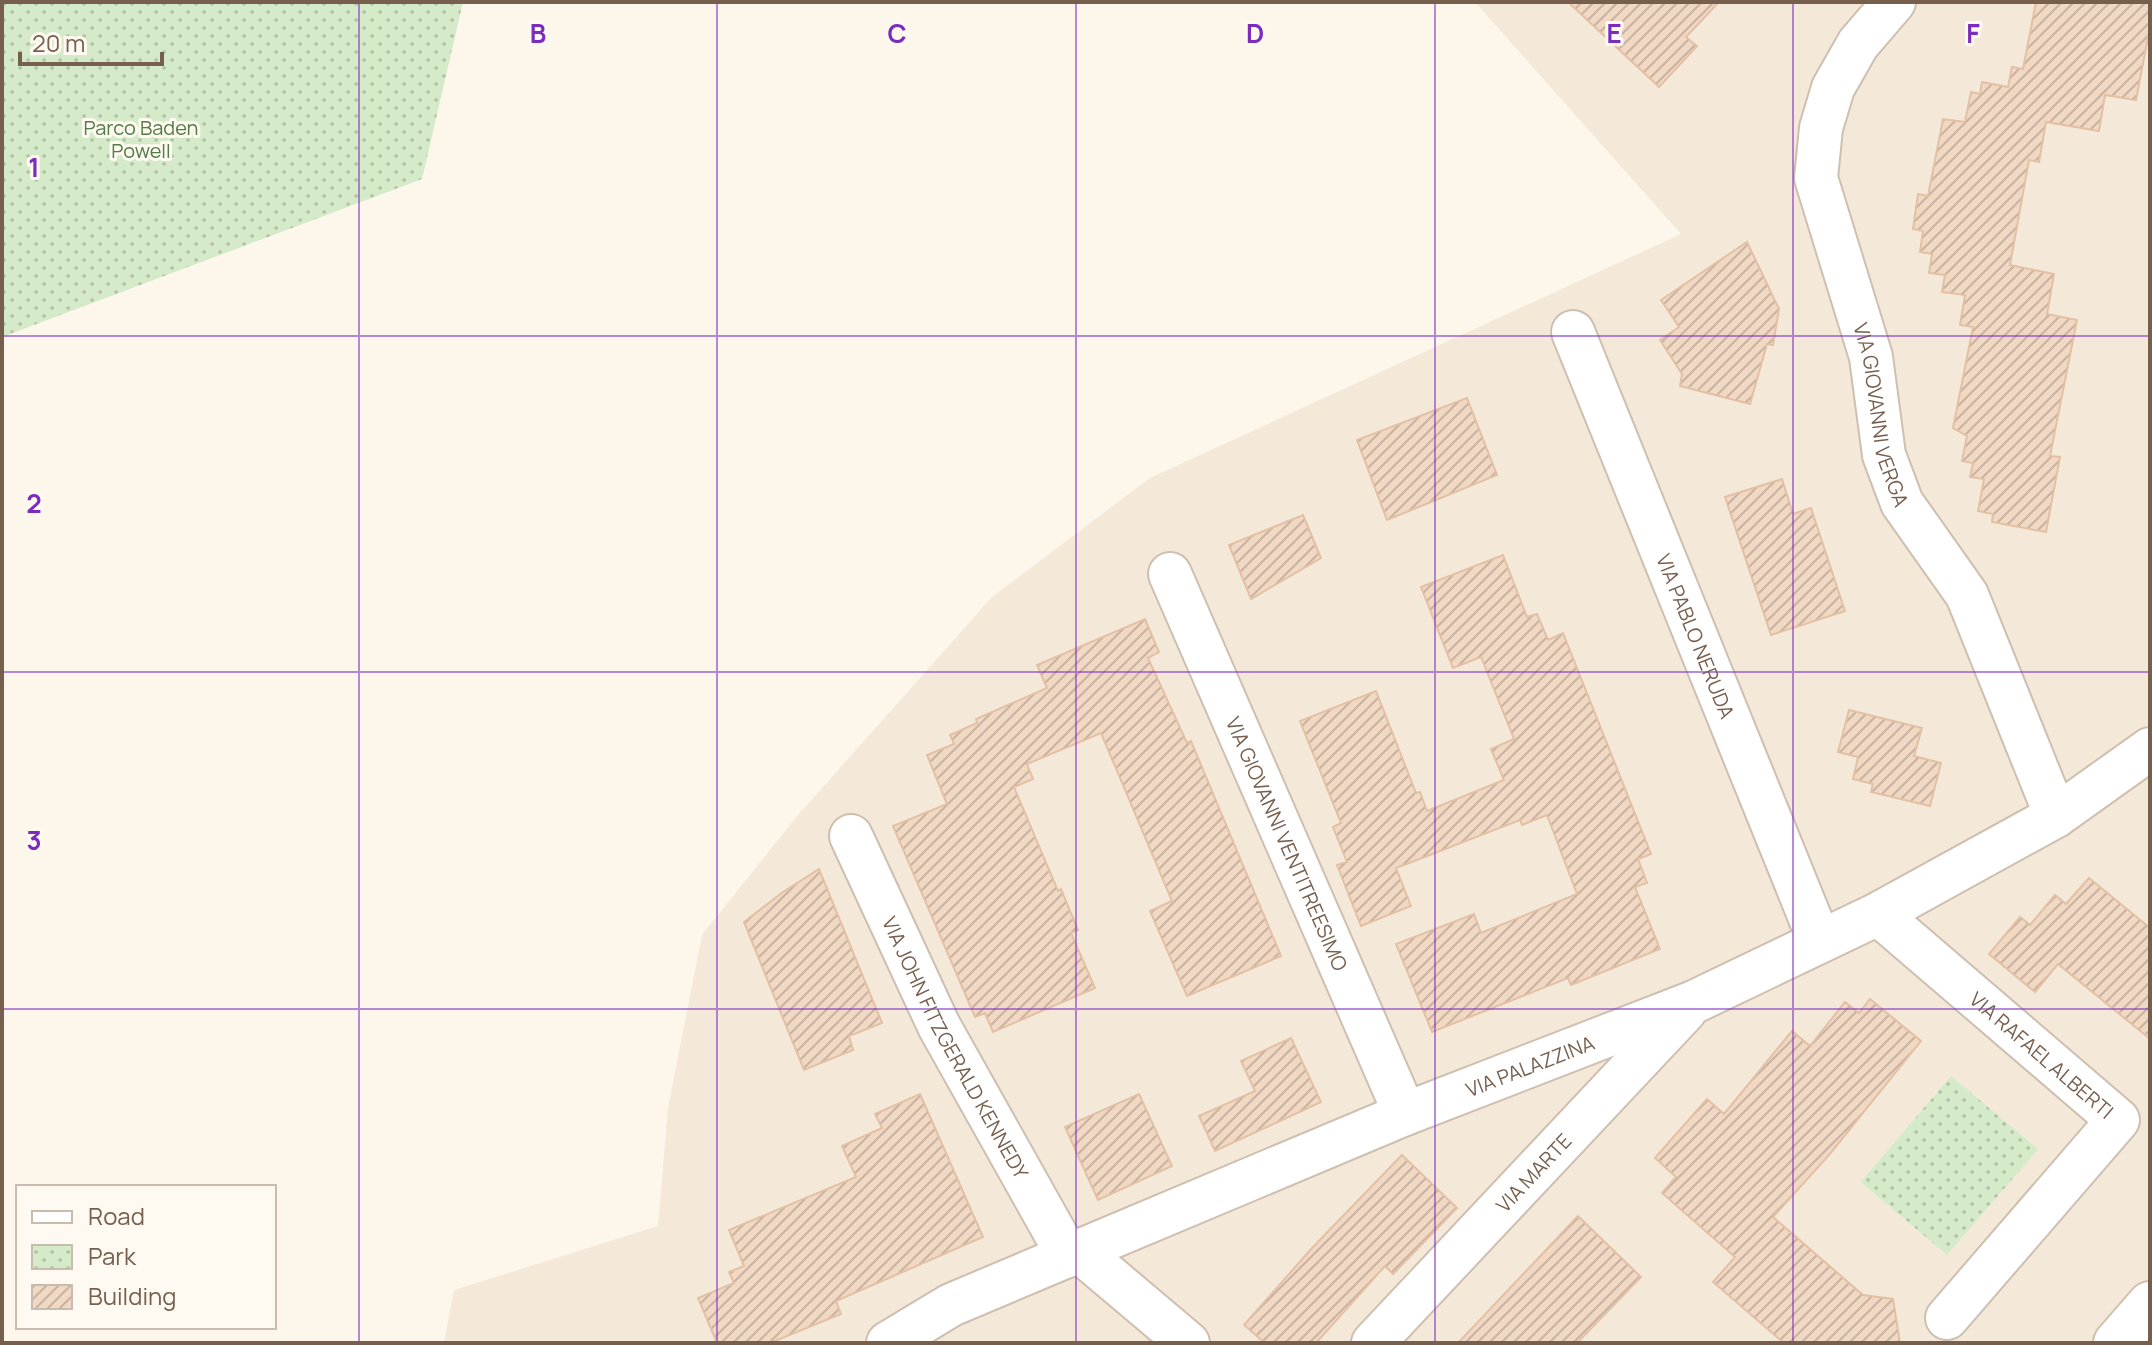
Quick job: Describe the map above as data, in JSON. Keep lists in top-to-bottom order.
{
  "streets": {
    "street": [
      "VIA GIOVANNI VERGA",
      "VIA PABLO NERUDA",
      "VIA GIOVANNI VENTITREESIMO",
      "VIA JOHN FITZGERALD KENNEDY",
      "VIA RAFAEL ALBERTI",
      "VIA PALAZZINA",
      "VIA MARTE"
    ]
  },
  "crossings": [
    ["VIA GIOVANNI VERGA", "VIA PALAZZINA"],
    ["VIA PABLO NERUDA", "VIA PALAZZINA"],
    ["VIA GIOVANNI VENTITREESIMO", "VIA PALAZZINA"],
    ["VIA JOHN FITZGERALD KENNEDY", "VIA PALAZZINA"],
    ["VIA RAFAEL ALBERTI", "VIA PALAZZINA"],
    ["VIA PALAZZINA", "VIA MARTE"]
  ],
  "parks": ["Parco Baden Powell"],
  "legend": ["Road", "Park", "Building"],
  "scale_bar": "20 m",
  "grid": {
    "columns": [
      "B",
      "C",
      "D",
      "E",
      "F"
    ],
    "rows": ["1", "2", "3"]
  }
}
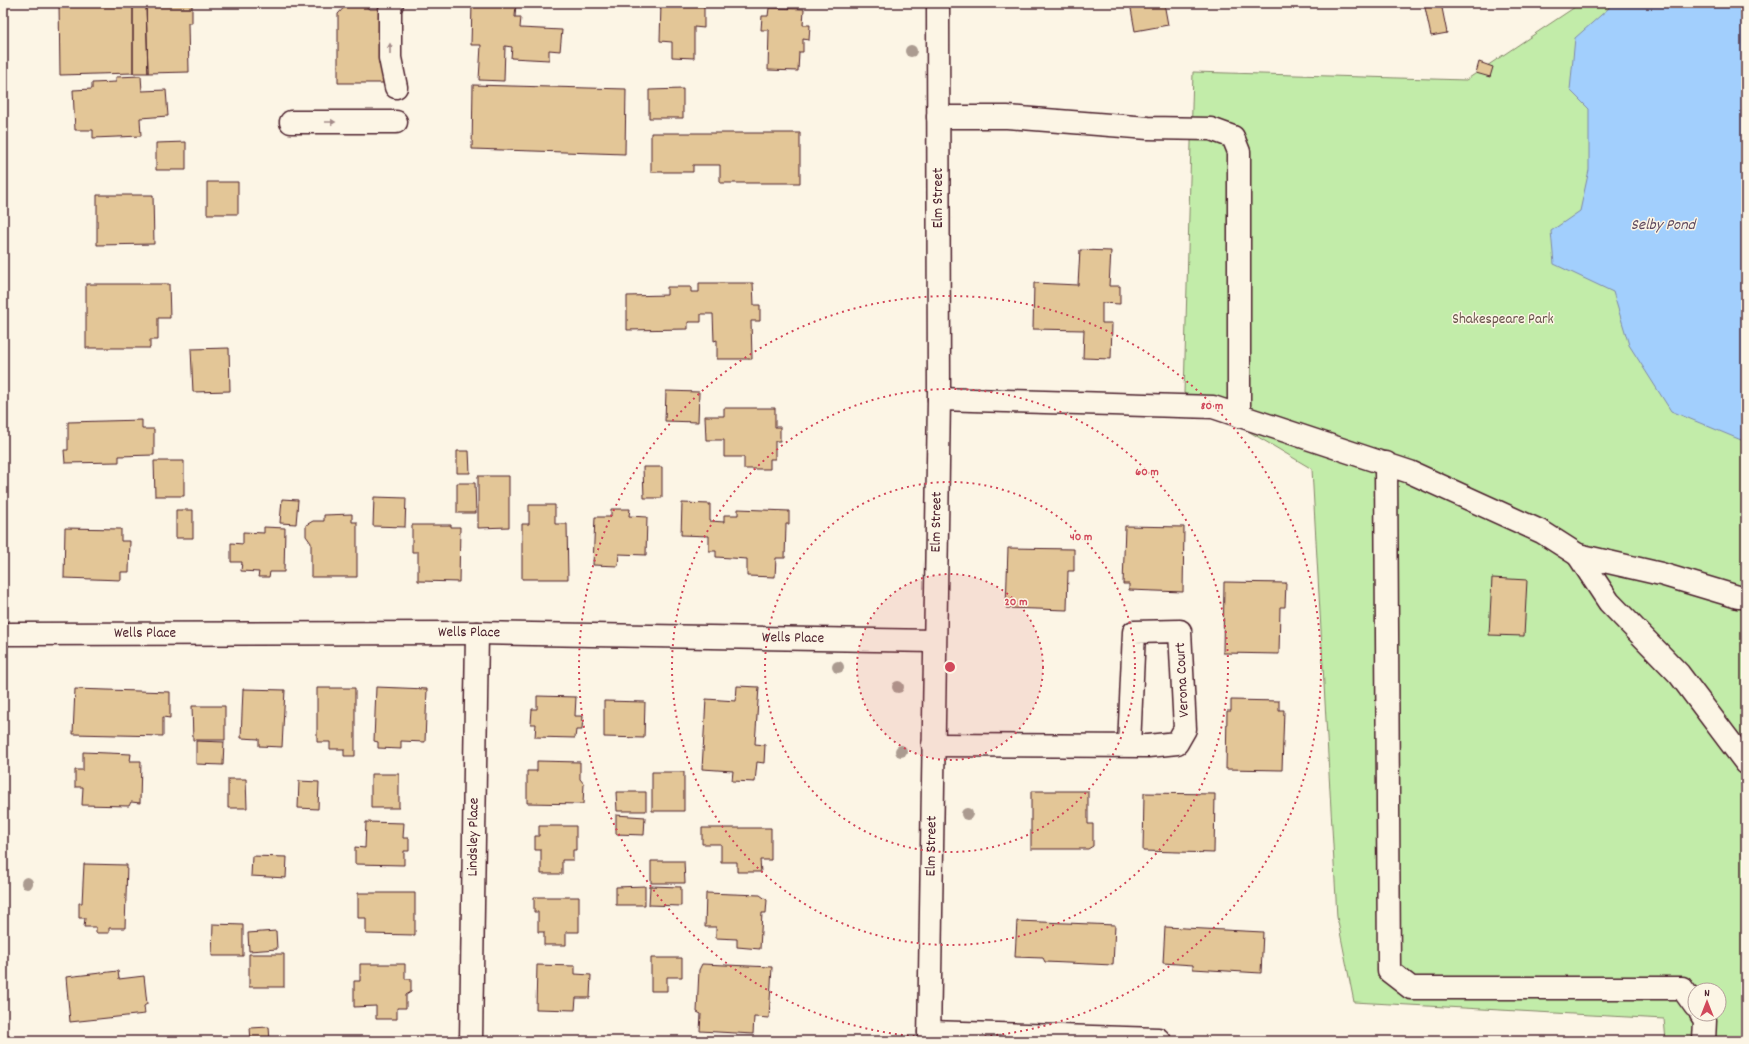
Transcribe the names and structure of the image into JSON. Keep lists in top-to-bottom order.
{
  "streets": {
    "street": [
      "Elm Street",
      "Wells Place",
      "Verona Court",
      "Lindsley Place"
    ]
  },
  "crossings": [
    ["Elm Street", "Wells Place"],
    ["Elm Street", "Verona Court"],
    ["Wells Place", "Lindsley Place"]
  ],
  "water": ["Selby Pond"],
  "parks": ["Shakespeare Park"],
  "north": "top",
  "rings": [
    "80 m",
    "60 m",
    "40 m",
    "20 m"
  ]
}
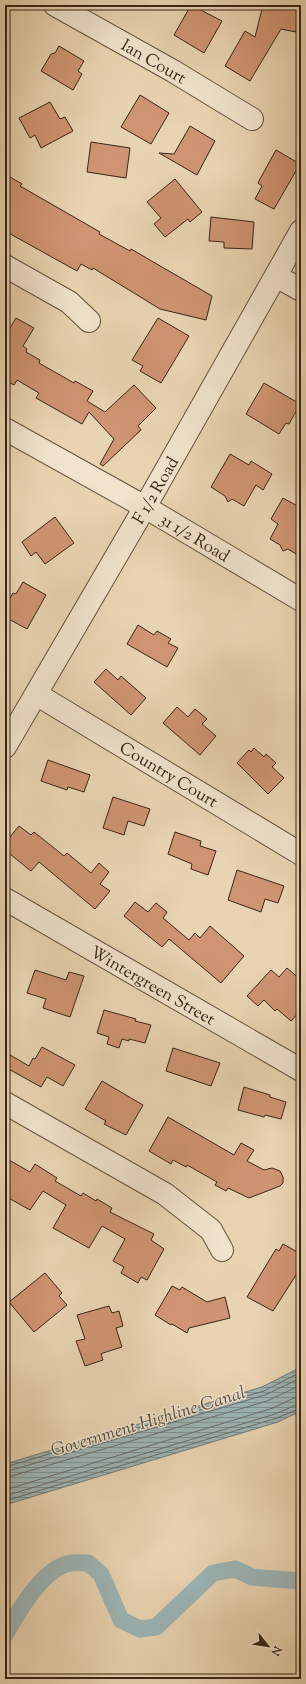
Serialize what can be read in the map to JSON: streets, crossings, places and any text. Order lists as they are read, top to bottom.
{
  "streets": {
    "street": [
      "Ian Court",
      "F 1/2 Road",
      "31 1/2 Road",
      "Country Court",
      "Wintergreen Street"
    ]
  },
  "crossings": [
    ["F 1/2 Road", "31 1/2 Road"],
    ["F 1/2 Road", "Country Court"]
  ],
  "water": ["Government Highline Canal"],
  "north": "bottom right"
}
▬▬▬
The entries are to be printed exactly as written; the pictures are to be left out.

■ **RESPONSE**
Quick job: Describe the map above as data, in JSON. Keep lists in top-to-bottom order.
{
  "streets": {
    "street": [
      "VIA GIOVANNI VERGA",
      "VIA PABLO NERUDA",
      "VIA GIOVANNI VENTITREESIMO",
      "VIA JOHN FITZGERALD KENNEDY",
      "VIA RAFAEL ALBERTI",
      "VIA PALAZZINA",
      "VIA MARTE"
    ]
  },
  "crossings": [
    ["VIA GIOVANNI VERGA", "VIA PALAZZINA"],
    ["VIA PABLO NERUDA", "VIA PALAZZINA"],
    ["VIA GIOVANNI VENTITREESIMO", "VIA PALAZZINA"],
    ["VIA JOHN FITZGERALD KENNEDY", "VIA PALAZZINA"],
    ["VIA RAFAEL ALBERTI", "VIA PALAZZINA"],
    ["VIA PALAZZINA", "VIA MARTE"]
  ],
  "parks": ["Parco Baden Powell"],
  "legend": ["Road", "Park", "Building"],
  "scale_bar": "20 m",
  "grid": {
    "columns": [
      "B",
      "C",
      "D",
      "E",
      "F"
    ],
    "rows": ["1", "2", "3"]
  }
}
Transcribe the names and structure of the image into JSON. Keep lists in top-to-bottom order.
{
  "streets": {
    "street": [
      "Elm Street",
      "Wells Place",
      "Verona Court",
      "Lindsley Place"
    ]
  },
  "crossings": [
    ["Elm Street", "Wells Place"],
    ["Elm Street", "Verona Court"],
    ["Wells Place", "Lindsley Place"]
  ],
  "water": ["Selby Pond"],
  "parks": ["Shakespeare Park"],
  "north": "top",
  "rings": [
    "80 m",
    "60 m",
    "40 m",
    "20 m"
  ]
}
Serialize what can be read in the map to JSON: streets, crossings, places and any text. Order lists as they are read, top to bottom.
{
  "streets": {
    "street": [
      "Ian Court",
      "F 1/2 Road",
      "31 1/2 Road",
      "Country Court",
      "Wintergreen Street"
    ]
  },
  "crossings": [
    ["F 1/2 Road", "31 1/2 Road"],
    ["F 1/2 Road", "Country Court"]
  ],
  "water": ["Government Highline Canal"],
  "north": "bottom right"
}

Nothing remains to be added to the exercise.